福岡 彼は正直なところ他の部活の人との方が仲がいいんですよ。
田﨑・中野 そうそうそう。すぐ飲みに行ってるよね。
――ことしを通して部内の面白エピソードをお願いします
中野 ことし1のエピソードはやっぱり、戸部大悟(教3=大阪・桃山学院)がハンドウォークで肩外れたことでしょ。
一同 (笑)。
田﨑 それ最高。
中野 戸部さんがハンドウォークの練習をしてたんですよね、そしたら「イタッ」と叫んでうずくまっていたんですよ。肩外れていてまたハンドボールできなくなってしまったんですよ(笑)。

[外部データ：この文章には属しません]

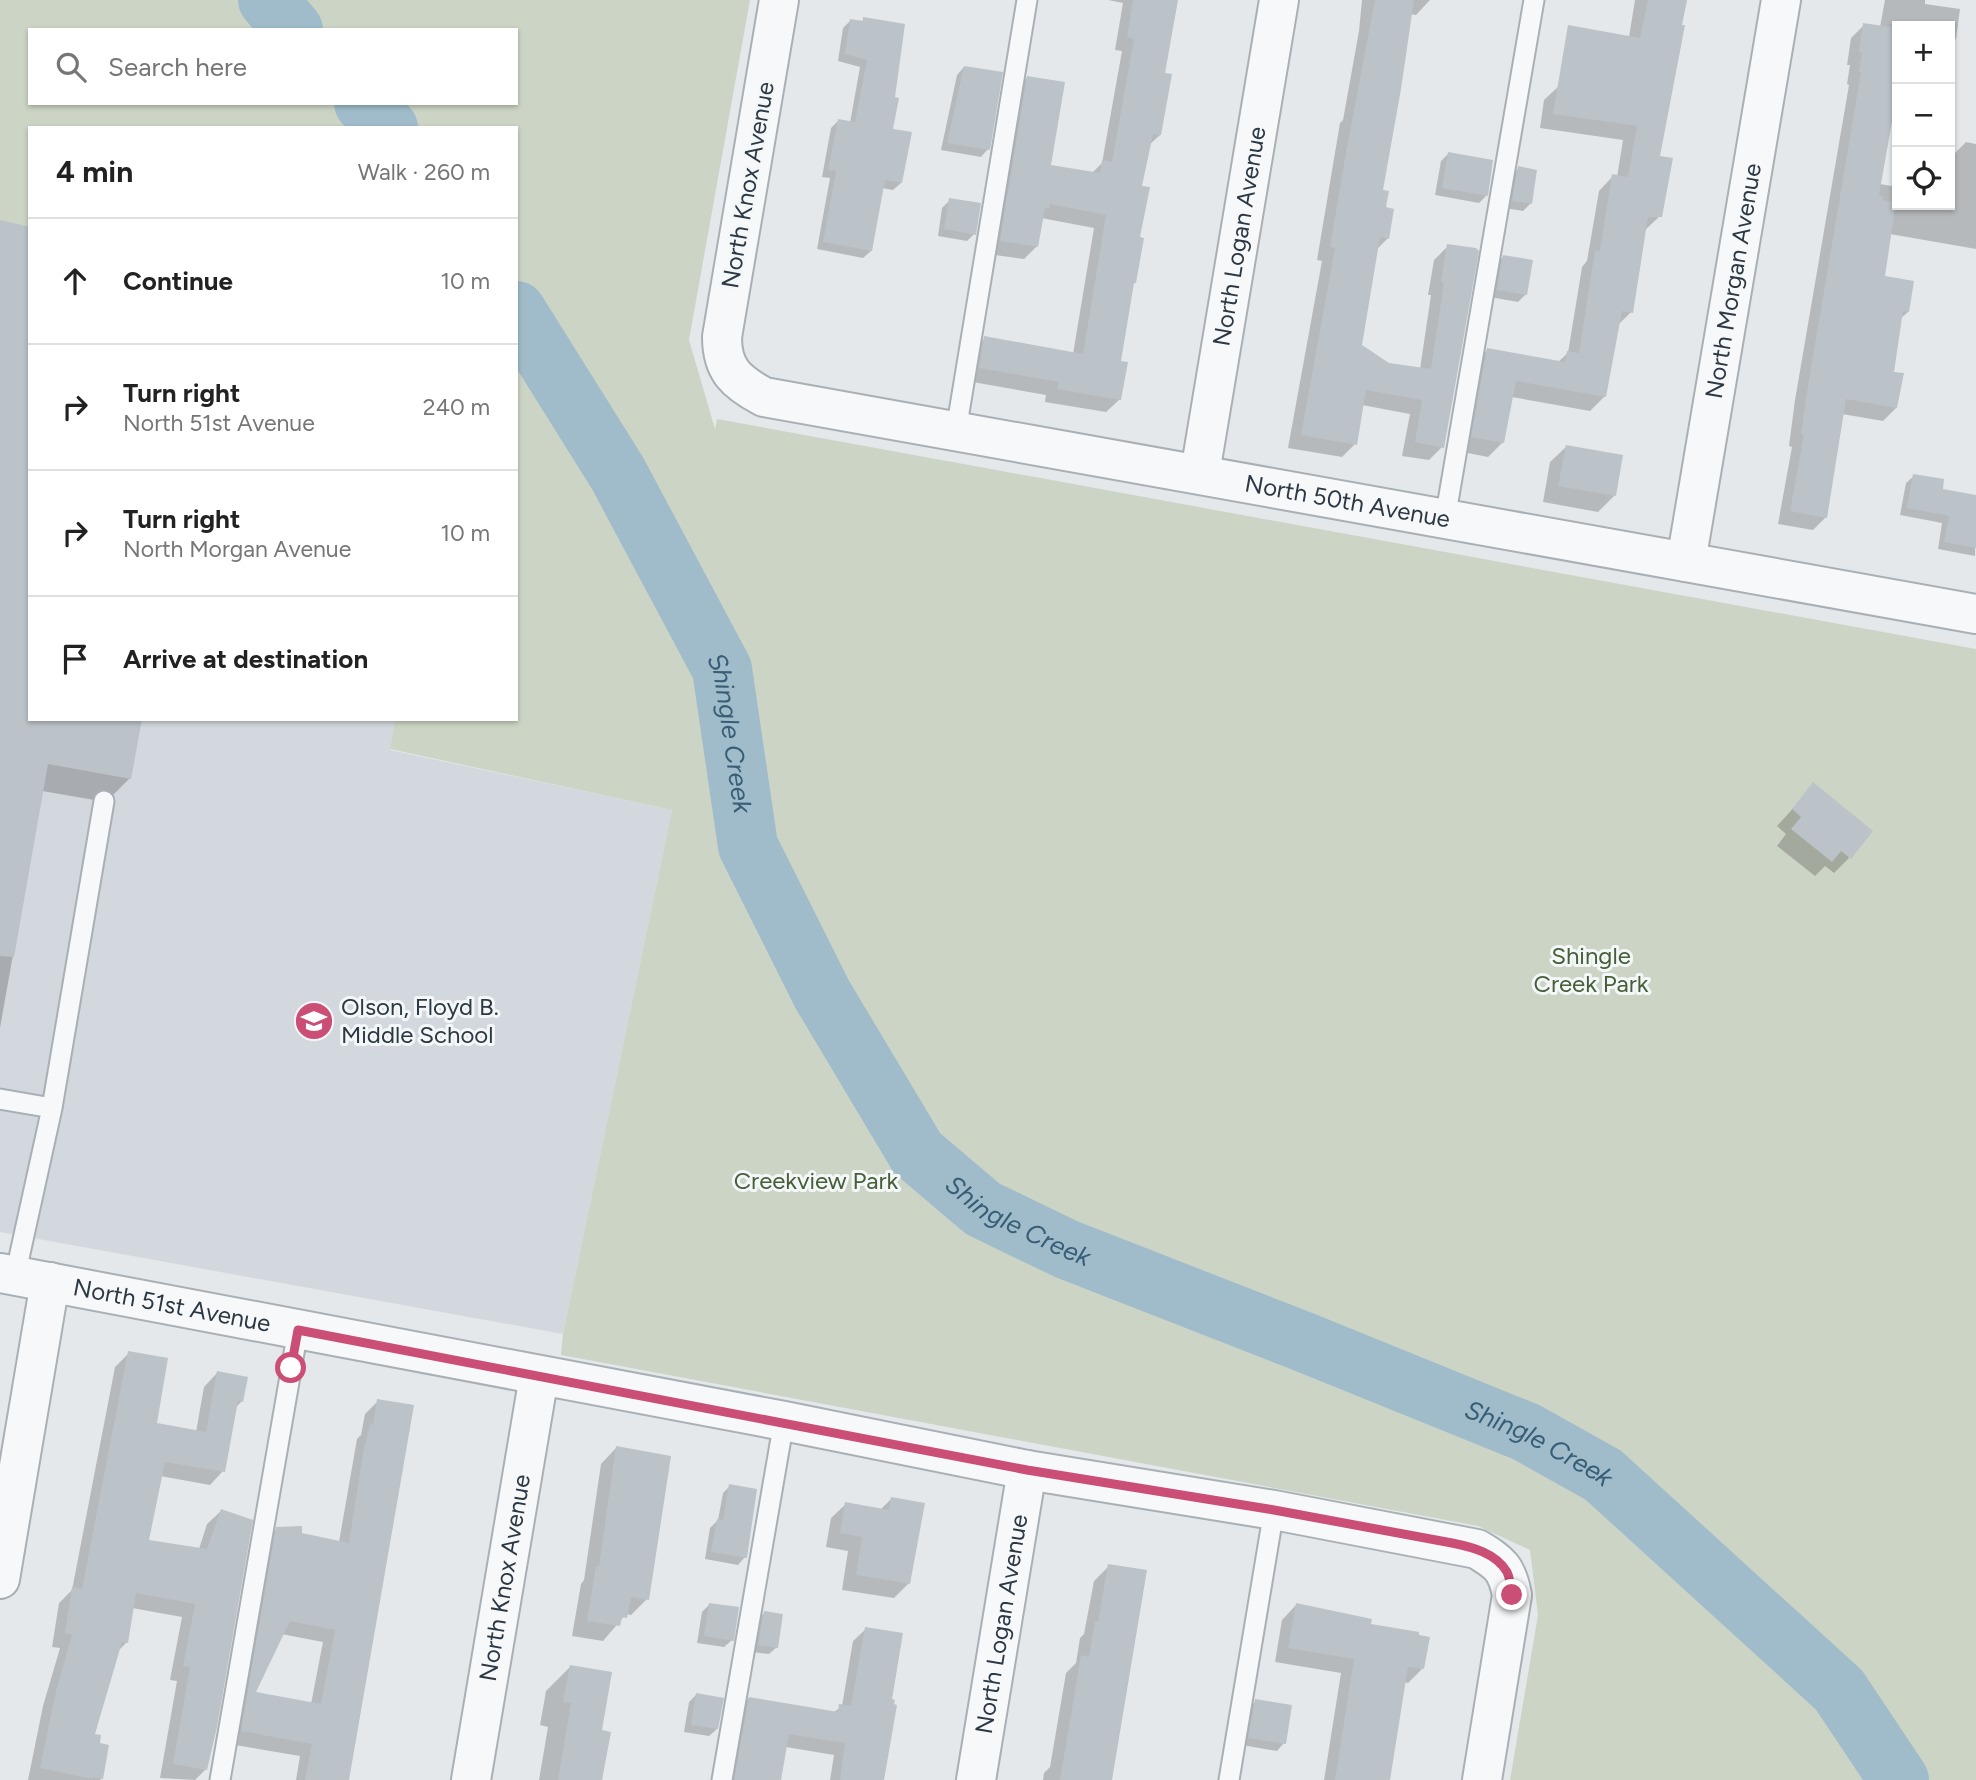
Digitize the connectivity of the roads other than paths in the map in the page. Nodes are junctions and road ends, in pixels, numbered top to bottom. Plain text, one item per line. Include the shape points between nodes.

田﨑 ハンドウォークはそんなに激しい動きではないので…。
福岡 体幹を鍛えるような練習ですね。
田中 あれは面白かったです。
――部内で1番笑いを取る方はどなたですか
田﨑 僕ですかね。
中野 渡邊志明(スポ2=東京・両国)ですかね。
田﨑 おい、いまの俺でよかったじゃんかよ(笑)。
福岡 渡邊さんですね、これからを担っていくのでね。
田﨑 完全に俺へのいい流れあったはずじゃん!田﨑ですよー。
――ハンドボール以外の話をするときはどんな話をされるのですか
中野 やっぱり桐生(正崇副将、人4=群馬・富岡)の目は開いているのか、開いていないのかですかね。
一同 (笑)。
――1年生で入部したての頃、特に印象的だった方はどなたですか
田﨑 中野かな。
中野 彼、僕にあいさつしてきましたからね。
田﨑 完全に先輩だと思っていました(笑)。最初に会って、大きな声であいさつしたのを覚えてます。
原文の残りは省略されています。